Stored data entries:
[Start of Attachment]

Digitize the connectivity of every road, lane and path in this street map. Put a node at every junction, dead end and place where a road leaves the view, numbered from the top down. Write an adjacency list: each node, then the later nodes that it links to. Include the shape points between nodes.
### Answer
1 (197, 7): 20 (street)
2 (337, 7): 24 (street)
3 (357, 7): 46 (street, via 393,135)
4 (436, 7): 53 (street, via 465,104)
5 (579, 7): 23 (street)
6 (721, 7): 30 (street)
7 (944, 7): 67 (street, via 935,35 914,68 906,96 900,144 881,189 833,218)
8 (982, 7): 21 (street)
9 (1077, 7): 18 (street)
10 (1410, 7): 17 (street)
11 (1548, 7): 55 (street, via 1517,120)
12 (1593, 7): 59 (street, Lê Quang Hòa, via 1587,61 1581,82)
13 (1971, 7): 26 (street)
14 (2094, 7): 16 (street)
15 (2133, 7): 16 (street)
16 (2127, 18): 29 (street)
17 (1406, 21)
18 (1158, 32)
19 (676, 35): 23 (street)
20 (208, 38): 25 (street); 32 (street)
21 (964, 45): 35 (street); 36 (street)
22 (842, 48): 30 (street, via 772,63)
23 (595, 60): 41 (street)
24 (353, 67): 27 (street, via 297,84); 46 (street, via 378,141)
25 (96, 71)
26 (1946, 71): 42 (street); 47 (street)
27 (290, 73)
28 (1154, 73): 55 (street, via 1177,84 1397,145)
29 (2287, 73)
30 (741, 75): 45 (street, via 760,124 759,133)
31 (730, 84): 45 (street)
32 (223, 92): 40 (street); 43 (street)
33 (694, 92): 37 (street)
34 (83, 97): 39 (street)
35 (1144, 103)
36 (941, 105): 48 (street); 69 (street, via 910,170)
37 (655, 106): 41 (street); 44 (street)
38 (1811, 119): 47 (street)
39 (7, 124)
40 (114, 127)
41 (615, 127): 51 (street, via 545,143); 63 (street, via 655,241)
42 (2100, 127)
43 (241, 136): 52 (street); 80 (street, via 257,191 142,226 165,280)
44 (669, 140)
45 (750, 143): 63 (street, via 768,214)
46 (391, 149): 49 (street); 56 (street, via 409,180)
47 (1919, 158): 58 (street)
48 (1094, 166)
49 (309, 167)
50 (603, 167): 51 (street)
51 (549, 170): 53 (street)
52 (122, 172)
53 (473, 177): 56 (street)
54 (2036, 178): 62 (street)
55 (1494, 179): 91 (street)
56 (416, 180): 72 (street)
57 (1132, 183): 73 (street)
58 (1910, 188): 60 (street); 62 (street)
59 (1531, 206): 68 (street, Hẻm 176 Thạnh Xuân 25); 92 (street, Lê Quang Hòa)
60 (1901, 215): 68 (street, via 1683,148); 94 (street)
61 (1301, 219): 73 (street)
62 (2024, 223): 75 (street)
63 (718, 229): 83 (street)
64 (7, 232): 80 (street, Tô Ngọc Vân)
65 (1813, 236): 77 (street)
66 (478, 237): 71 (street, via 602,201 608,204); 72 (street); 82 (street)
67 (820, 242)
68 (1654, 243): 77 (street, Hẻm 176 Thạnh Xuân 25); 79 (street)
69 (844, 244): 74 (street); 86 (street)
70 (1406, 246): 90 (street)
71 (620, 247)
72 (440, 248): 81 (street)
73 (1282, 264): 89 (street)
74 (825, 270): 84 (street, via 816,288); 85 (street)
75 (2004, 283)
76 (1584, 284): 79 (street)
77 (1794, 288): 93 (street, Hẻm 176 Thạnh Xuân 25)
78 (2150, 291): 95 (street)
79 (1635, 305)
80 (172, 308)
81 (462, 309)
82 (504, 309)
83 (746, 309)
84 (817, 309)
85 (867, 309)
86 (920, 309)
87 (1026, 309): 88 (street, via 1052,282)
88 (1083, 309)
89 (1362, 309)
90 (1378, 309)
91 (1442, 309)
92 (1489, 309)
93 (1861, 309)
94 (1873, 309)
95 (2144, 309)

[End of Attachment]
[Start of Attachment]

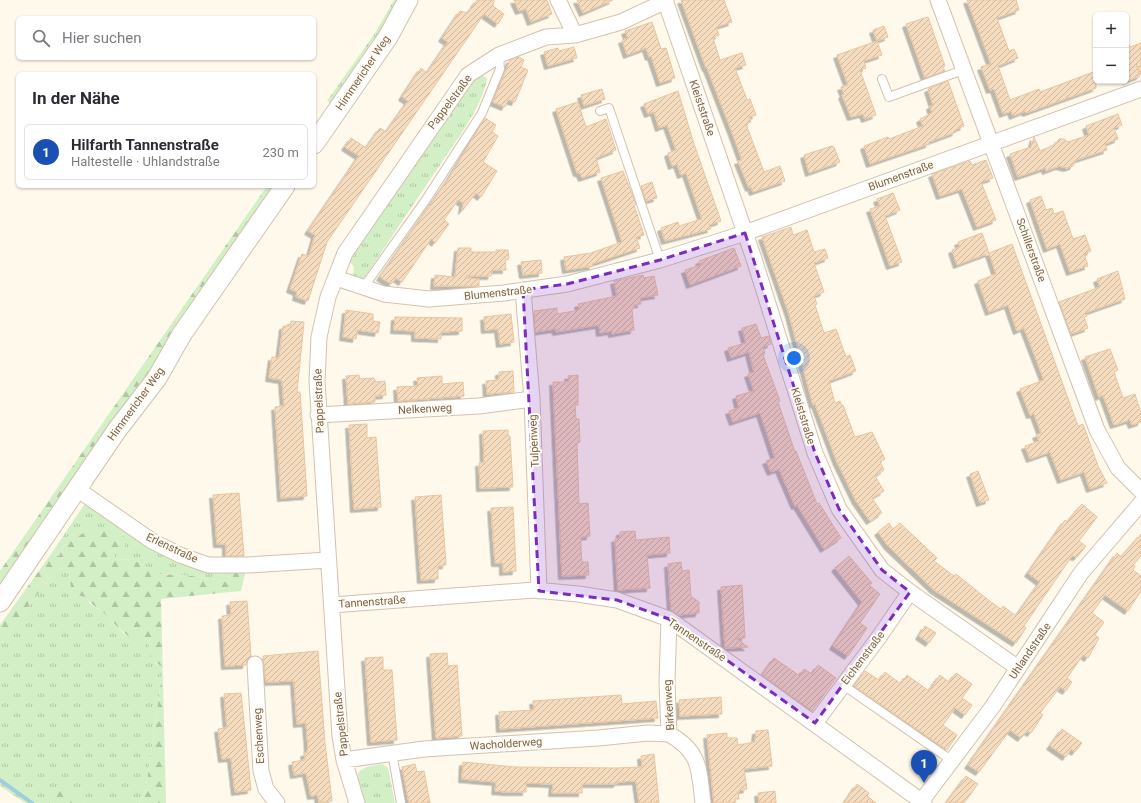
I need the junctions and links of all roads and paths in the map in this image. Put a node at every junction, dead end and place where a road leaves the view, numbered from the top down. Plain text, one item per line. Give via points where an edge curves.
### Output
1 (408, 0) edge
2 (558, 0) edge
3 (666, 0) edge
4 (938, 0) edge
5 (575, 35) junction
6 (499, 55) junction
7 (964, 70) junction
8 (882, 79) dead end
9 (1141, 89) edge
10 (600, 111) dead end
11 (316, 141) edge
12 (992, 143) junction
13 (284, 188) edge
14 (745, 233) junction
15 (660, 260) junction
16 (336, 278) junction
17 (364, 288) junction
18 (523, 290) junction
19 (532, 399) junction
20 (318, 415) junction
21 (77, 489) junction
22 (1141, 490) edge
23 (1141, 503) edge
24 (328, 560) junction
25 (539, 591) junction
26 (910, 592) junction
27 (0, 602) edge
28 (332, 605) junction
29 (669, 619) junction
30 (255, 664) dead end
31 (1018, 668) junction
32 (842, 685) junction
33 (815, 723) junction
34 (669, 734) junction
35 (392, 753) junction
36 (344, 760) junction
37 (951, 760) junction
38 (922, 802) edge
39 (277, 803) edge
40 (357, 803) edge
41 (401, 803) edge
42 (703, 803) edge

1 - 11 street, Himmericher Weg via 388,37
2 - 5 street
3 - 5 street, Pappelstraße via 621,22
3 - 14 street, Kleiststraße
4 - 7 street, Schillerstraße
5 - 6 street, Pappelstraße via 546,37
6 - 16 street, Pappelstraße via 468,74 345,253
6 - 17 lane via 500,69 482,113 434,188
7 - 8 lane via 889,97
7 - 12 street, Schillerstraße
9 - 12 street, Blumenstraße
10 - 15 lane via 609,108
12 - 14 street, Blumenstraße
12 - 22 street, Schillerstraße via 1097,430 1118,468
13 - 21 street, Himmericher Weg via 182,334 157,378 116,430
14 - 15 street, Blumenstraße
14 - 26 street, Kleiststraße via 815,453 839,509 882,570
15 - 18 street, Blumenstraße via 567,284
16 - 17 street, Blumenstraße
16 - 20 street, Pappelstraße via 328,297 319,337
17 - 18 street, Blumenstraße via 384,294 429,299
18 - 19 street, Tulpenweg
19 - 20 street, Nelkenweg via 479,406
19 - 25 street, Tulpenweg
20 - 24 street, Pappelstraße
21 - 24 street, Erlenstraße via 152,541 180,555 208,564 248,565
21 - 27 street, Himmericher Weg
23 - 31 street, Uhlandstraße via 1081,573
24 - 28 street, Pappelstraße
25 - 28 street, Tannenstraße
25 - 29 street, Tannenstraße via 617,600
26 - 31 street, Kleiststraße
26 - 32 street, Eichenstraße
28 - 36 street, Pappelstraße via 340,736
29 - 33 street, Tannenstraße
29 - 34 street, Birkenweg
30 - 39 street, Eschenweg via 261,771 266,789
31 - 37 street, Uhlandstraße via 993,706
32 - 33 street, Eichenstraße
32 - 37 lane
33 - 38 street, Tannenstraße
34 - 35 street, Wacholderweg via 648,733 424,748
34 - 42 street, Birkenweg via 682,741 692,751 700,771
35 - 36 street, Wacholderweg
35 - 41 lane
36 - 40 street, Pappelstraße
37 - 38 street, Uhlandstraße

[End of Attachment]

REQUIRED WORK: Each line of the entries above that contains "Pappelstraße" must be copied into the answer.

TASK RESPONSE:
3 - 5 street, Pappelstraße via 621,22
5 - 6 street, Pappelstraße via 546,37
6 - 16 street, Pappelstraße via 468,74 345,253
16 - 20 street, Pappelstraße via 328,297 319,337
20 - 24 street, Pappelstraße
24 - 28 street, Pappelstraße
28 - 36 street, Pappelstraße via 340,736
36 - 40 street, Pappelstraße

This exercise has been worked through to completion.